▸ PROBLEM:
Scan the entries below. Return every line that includes "Panorama".

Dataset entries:
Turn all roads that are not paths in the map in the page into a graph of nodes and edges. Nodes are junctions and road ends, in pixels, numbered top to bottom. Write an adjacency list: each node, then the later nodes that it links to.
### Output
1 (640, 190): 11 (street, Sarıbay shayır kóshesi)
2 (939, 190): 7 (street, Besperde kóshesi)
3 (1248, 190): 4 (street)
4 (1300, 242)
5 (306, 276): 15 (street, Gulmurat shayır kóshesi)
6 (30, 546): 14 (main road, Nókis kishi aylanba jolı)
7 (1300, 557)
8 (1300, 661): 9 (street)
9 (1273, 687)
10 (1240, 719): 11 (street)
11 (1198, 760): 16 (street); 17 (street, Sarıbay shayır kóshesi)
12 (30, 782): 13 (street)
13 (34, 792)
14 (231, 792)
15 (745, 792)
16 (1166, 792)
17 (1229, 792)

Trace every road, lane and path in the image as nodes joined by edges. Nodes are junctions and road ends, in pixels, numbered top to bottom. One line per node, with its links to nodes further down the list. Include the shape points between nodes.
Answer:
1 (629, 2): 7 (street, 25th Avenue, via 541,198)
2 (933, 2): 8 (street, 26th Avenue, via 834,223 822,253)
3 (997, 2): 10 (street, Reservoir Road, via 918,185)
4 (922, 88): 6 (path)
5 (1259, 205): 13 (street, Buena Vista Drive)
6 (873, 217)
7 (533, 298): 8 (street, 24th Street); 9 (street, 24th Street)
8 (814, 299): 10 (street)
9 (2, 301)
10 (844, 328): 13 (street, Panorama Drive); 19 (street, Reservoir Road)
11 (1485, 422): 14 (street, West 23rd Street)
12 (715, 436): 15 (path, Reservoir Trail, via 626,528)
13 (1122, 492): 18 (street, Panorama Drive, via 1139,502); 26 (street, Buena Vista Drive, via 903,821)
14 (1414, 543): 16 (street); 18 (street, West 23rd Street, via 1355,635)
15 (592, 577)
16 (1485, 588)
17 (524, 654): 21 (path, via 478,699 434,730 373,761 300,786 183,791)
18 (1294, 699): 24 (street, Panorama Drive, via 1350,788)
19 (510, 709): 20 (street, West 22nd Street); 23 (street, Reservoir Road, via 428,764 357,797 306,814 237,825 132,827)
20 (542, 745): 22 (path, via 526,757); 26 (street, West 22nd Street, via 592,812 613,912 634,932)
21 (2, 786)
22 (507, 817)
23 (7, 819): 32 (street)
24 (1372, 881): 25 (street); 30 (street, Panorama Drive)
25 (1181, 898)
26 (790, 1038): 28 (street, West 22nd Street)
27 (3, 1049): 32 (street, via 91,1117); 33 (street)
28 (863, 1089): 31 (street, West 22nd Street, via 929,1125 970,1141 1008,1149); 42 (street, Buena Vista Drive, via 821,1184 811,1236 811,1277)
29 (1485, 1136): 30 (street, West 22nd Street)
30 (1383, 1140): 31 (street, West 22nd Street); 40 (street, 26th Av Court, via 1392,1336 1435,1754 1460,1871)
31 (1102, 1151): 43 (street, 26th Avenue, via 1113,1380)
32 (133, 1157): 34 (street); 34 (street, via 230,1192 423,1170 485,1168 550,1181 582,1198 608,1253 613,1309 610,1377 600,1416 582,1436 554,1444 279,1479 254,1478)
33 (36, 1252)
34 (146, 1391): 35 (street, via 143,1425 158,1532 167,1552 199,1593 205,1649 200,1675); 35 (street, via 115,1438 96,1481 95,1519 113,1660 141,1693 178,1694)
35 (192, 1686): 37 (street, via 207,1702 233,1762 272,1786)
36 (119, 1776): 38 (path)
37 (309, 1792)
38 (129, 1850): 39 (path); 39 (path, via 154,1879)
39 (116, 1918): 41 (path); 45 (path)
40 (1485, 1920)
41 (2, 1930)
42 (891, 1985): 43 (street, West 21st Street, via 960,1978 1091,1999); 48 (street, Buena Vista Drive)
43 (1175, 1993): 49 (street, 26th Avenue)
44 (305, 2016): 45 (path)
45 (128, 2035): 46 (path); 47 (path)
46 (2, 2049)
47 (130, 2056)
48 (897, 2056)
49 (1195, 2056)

▸ TASK RESPONSE:
10 (844, 328): 13 (street, Panorama Drive); 19 (street, Reservoir Road)
13 (1122, 492): 18 (street, Panorama Drive, via 1139,502); 26 (street, Buena Vista Drive, via 903,821)
18 (1294, 699): 24 (street, Panorama Drive, via 1350,788)
24 (1372, 881): 25 (street); 30 (street, Panorama Drive)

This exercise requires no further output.